Posted Monday 15 October 2012
A Kingston University graduate has had a meteoric rise through Norway's political ranks to become the Scandinavian country's new Minister of Culture. Hadia Tajik, 29, studied for a Masters in Human Rights at Kingston from 2004 to 2006. Her appointment by Labour Prime Minister Jens Stoltenberg makes her the youngest Norwegian Government Minister, as well as the first-ever Muslim to serve in the country's Cabinet.
Ms Tajik, who is of Pakistani descent, was born and raised in Norway. A teenage activist, she led the Labour Party's youth wing, the AUF, from the ages of 16 to 19. After completing a degree in journalism and television production at Stavanger University College and a Masters in Law at the University of Oslo, she worked in the news media and as a political adviser before being elected to the Norwegian Parliament in 2009.

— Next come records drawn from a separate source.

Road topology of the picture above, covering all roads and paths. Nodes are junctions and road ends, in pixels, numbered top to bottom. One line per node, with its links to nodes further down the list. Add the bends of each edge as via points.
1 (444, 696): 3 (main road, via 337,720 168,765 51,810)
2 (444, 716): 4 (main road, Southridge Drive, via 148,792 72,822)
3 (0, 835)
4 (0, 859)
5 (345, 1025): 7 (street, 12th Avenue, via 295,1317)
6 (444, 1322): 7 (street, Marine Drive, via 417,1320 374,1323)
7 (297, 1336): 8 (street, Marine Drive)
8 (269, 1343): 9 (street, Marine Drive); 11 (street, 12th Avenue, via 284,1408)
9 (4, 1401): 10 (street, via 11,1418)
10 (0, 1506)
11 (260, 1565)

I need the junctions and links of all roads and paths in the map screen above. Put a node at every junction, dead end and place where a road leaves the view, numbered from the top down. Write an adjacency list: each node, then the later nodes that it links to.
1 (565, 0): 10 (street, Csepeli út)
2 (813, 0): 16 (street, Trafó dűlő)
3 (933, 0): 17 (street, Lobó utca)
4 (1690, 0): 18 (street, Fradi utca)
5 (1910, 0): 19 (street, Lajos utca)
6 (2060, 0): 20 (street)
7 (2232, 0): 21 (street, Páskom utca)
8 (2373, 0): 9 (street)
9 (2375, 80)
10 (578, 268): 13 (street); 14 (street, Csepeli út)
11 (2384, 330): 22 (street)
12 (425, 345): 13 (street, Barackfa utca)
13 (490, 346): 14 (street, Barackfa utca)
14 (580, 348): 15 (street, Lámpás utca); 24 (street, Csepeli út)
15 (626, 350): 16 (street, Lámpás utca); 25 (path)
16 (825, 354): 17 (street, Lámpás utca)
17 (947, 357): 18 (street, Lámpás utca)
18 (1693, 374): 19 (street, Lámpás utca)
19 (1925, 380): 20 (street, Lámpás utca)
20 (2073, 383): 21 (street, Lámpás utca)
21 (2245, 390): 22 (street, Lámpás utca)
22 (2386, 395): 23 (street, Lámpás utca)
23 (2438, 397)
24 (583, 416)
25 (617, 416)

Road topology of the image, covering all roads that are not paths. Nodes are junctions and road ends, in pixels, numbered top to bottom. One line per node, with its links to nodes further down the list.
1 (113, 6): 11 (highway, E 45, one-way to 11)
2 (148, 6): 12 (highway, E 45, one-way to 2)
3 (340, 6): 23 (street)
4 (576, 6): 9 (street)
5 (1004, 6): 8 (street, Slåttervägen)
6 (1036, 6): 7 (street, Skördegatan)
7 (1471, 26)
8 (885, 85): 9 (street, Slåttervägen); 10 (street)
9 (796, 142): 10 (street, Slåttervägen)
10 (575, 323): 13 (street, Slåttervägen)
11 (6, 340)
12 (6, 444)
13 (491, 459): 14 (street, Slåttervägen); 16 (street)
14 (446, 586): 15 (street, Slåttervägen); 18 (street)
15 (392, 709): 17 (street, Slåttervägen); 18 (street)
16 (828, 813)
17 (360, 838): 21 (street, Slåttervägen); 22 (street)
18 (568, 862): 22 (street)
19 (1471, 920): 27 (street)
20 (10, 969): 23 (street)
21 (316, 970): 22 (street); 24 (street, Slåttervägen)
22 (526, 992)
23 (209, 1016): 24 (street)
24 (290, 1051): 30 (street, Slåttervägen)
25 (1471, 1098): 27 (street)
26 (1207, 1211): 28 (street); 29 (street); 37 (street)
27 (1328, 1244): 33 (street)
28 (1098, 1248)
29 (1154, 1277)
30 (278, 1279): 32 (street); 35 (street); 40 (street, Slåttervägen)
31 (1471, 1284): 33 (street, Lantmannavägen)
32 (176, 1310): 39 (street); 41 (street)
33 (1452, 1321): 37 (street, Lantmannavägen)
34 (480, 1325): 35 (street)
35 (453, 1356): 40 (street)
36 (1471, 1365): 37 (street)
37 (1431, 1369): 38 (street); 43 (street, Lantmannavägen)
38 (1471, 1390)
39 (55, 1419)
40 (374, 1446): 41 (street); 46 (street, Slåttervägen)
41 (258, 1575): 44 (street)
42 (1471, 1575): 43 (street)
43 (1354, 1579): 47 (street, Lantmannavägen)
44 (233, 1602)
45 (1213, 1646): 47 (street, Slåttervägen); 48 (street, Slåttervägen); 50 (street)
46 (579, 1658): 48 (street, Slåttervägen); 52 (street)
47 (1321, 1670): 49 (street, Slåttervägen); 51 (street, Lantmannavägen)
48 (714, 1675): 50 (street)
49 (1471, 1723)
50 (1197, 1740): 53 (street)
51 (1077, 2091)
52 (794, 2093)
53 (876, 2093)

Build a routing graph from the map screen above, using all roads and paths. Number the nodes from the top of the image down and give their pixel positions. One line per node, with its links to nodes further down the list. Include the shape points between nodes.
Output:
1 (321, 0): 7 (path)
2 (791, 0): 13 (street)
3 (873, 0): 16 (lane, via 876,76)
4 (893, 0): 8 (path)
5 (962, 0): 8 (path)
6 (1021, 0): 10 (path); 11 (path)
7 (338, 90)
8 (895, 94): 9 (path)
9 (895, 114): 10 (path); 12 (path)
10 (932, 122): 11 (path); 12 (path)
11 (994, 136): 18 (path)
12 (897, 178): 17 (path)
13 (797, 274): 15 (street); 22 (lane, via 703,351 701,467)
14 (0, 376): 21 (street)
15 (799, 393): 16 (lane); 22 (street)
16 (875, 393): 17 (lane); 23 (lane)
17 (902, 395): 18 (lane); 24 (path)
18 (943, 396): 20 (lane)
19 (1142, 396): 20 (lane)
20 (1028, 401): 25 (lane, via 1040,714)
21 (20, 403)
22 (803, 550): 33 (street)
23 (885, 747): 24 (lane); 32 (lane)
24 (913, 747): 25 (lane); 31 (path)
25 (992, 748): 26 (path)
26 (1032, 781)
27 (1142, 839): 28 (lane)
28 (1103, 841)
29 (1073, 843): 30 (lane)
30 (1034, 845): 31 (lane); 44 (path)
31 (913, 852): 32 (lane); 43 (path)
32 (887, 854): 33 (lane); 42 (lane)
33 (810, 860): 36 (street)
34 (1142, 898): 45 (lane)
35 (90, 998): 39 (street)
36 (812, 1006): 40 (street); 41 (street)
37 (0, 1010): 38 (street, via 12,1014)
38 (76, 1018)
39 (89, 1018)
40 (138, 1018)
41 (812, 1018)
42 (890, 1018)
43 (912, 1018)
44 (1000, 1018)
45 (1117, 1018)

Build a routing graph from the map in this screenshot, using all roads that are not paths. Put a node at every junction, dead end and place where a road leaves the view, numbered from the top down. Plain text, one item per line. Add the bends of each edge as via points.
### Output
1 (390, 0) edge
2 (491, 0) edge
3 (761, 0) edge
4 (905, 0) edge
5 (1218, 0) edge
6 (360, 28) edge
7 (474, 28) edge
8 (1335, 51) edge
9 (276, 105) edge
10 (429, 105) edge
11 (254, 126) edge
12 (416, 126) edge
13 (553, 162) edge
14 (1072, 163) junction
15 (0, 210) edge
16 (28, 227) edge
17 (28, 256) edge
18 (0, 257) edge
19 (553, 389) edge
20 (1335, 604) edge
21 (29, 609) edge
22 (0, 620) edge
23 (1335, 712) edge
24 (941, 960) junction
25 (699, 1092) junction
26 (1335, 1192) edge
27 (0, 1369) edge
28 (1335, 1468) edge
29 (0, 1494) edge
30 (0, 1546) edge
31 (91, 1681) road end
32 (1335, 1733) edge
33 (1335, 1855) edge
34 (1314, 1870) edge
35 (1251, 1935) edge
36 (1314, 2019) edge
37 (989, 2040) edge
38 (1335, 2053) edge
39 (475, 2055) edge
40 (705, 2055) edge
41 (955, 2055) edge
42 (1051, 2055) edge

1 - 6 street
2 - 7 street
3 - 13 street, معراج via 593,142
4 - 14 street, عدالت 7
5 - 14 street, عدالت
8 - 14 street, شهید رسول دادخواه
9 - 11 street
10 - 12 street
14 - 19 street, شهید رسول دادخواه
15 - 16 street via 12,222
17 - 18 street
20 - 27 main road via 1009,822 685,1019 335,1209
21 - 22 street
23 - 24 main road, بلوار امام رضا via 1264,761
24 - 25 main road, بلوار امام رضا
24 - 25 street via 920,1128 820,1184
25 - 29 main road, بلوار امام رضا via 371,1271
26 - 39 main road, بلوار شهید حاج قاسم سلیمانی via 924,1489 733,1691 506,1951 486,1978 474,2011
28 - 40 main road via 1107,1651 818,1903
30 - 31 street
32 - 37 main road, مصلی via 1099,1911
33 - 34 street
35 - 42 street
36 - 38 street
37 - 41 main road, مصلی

Ms Tajik's high-profile appointment is regarded by many commentators as a fitting response to the atrocities committed by right-wing extremist Anders Breivik which rocked Norway last summer. He sent shockwaves around the globe when he bombed Government buildings in Oslo, killing eight, and shot another 69 dead in a rampage at a summer camp organised by the AUF.
Following the Cabinet reshuffle, Ms Tajik publicly pledged to make cultural diversity an integral part of Norway's everyday life. She also stressed that her ministerial programme would secure the protection of minority rights.
Ms Tajik has described her time at Kingston University as a period during which she matured and developed both personally and intellectually. "I remember Professor Brian Brivati urging us repeatedly to think harder during his lectures on the politics of mass murder and understanding human rights," she said. "I now try to live by the notion of thinking harder in my daily work."
Vice-Chancellor Professor Julius Weinberg said he was delighted that a Kingston University graduate had taken on such an influential leadership role. "Hadia's historic appointment is a stunning example of how Kingston University develops people," he added. "As she points out, we are committed to making our students think harder and think smarter. We always say that, with hard work, the determination to succeed and great academic input, anything is possible."